| Given information |
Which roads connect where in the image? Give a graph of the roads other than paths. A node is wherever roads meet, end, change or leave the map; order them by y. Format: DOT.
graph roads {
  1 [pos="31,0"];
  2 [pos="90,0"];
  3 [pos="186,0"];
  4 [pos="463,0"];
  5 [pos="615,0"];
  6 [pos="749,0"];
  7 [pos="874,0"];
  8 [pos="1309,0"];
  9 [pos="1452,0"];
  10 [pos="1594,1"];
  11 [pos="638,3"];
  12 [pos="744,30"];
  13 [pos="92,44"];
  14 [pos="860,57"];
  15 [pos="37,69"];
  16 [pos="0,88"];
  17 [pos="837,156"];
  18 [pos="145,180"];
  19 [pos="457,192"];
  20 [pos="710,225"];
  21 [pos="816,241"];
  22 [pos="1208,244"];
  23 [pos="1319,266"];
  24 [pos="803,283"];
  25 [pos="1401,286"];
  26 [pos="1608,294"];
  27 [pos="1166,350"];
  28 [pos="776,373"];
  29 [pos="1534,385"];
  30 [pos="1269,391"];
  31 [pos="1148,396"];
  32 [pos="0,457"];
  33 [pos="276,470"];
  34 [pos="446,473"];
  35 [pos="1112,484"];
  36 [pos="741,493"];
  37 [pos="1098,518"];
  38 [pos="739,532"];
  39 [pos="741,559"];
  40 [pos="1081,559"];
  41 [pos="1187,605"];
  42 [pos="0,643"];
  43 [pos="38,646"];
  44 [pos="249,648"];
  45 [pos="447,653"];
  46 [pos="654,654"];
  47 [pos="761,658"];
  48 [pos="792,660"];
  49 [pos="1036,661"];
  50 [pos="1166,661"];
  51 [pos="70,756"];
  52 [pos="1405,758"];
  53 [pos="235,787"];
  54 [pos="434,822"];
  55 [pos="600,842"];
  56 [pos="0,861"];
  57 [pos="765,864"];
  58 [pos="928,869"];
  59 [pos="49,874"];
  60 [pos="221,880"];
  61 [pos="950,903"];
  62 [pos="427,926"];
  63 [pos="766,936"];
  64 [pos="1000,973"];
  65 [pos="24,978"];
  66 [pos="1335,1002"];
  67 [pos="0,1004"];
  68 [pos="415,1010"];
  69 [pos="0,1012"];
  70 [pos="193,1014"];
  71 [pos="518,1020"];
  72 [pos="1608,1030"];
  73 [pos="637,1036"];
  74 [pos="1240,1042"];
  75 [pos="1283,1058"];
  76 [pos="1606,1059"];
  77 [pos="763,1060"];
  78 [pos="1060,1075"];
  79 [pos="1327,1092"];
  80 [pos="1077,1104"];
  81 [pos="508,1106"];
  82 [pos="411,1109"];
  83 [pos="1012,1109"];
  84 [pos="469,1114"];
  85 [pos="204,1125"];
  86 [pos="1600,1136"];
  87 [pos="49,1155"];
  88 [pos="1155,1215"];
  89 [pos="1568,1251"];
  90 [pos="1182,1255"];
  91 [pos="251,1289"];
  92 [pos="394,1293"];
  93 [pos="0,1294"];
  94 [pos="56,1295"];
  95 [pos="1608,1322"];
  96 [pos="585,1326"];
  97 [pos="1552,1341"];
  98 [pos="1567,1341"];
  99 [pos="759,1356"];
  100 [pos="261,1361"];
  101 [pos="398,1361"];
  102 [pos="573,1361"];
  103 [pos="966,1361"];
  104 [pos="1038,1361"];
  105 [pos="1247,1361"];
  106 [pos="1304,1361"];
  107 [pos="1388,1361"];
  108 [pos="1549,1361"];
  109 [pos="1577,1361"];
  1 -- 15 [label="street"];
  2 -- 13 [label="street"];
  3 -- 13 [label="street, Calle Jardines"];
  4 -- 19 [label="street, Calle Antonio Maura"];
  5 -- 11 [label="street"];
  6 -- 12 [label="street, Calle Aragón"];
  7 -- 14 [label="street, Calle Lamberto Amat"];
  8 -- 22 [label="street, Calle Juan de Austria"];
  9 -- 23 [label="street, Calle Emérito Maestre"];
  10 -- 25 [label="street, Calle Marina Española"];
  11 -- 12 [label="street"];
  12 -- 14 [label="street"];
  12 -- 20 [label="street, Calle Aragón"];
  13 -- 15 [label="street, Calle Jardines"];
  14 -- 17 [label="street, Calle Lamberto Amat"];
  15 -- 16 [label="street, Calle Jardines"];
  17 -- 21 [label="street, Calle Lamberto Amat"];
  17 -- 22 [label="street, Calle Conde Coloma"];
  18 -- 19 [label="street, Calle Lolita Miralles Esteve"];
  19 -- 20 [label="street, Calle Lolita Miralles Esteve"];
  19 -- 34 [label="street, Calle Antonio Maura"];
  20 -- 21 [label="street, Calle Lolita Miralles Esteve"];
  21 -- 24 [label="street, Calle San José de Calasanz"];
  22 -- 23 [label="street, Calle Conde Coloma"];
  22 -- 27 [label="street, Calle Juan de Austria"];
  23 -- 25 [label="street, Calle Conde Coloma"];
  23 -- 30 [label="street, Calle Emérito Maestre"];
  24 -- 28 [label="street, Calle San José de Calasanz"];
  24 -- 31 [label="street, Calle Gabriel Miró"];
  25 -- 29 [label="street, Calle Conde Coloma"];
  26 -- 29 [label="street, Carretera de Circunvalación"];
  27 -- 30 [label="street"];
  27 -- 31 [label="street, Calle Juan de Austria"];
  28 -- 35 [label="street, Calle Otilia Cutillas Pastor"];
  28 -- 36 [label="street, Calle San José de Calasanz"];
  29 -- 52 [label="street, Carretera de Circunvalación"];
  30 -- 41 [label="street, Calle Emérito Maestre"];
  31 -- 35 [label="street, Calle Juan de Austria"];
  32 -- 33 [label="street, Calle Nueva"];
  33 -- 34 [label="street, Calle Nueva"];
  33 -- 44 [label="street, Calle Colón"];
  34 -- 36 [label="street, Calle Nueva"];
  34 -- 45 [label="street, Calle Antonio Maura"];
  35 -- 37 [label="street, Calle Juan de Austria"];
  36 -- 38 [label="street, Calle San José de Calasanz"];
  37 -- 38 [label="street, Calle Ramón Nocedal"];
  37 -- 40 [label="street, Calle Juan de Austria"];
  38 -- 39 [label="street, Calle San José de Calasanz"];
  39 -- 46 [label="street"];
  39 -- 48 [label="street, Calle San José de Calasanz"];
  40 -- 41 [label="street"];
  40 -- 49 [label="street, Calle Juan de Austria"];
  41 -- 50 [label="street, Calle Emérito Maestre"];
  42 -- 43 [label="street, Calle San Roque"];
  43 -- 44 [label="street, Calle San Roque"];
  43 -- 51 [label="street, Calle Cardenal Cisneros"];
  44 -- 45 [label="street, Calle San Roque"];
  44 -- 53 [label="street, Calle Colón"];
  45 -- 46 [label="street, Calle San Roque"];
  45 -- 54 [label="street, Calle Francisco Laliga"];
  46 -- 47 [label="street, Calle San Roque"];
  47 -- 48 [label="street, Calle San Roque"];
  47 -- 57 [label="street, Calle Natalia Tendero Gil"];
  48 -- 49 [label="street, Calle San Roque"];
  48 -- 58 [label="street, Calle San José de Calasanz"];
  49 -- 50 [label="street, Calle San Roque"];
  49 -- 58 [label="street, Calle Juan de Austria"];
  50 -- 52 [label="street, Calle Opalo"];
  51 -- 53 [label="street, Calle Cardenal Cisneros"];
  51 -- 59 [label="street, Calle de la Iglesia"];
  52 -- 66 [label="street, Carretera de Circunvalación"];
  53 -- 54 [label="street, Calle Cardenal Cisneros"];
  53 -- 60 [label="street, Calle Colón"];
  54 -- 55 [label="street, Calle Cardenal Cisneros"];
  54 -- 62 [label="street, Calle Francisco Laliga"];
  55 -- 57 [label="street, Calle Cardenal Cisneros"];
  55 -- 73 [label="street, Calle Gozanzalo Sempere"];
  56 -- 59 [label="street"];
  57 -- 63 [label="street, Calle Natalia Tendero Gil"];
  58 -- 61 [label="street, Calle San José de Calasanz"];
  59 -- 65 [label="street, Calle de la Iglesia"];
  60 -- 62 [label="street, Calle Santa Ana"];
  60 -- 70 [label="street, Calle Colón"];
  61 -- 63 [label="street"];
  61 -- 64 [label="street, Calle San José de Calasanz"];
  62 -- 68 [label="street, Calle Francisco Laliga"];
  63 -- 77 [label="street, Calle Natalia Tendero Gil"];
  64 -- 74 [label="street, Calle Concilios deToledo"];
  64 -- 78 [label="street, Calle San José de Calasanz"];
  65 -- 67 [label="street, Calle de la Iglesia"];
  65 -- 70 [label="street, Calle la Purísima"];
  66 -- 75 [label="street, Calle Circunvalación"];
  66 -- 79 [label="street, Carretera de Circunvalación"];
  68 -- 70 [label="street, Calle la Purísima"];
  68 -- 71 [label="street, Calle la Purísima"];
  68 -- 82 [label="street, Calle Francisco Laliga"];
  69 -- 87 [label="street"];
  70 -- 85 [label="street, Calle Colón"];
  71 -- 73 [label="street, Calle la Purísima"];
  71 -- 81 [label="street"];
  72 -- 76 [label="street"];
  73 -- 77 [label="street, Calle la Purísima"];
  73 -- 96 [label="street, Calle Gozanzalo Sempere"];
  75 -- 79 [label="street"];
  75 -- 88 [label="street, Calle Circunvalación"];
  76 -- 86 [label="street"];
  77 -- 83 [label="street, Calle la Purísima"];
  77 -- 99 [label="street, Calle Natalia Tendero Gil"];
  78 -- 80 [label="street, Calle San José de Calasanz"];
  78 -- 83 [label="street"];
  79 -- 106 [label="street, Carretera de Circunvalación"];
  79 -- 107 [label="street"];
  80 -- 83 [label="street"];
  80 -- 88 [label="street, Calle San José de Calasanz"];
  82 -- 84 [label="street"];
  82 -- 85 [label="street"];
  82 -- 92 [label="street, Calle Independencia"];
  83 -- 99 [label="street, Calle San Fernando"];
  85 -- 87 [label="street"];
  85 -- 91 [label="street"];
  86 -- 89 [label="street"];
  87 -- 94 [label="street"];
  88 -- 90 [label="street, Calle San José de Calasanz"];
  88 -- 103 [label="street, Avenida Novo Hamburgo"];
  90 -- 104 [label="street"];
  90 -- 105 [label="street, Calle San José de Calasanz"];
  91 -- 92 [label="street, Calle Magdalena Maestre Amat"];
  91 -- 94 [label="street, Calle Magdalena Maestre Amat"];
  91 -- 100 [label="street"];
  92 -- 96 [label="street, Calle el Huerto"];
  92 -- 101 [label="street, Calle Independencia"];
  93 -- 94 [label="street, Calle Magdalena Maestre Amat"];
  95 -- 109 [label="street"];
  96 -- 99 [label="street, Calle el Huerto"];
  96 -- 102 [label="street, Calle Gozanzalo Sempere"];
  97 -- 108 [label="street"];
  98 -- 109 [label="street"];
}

| To do |
Write out every line of the preceding listing that contains "Lamberto".

| Solution to this problem |
  7 -- 14 [label="street, Calle Lamberto Amat"];
  14 -- 17 [label="street, Calle Lamberto Amat"];
  17 -- 21 [label="street, Calle Lamberto Amat"];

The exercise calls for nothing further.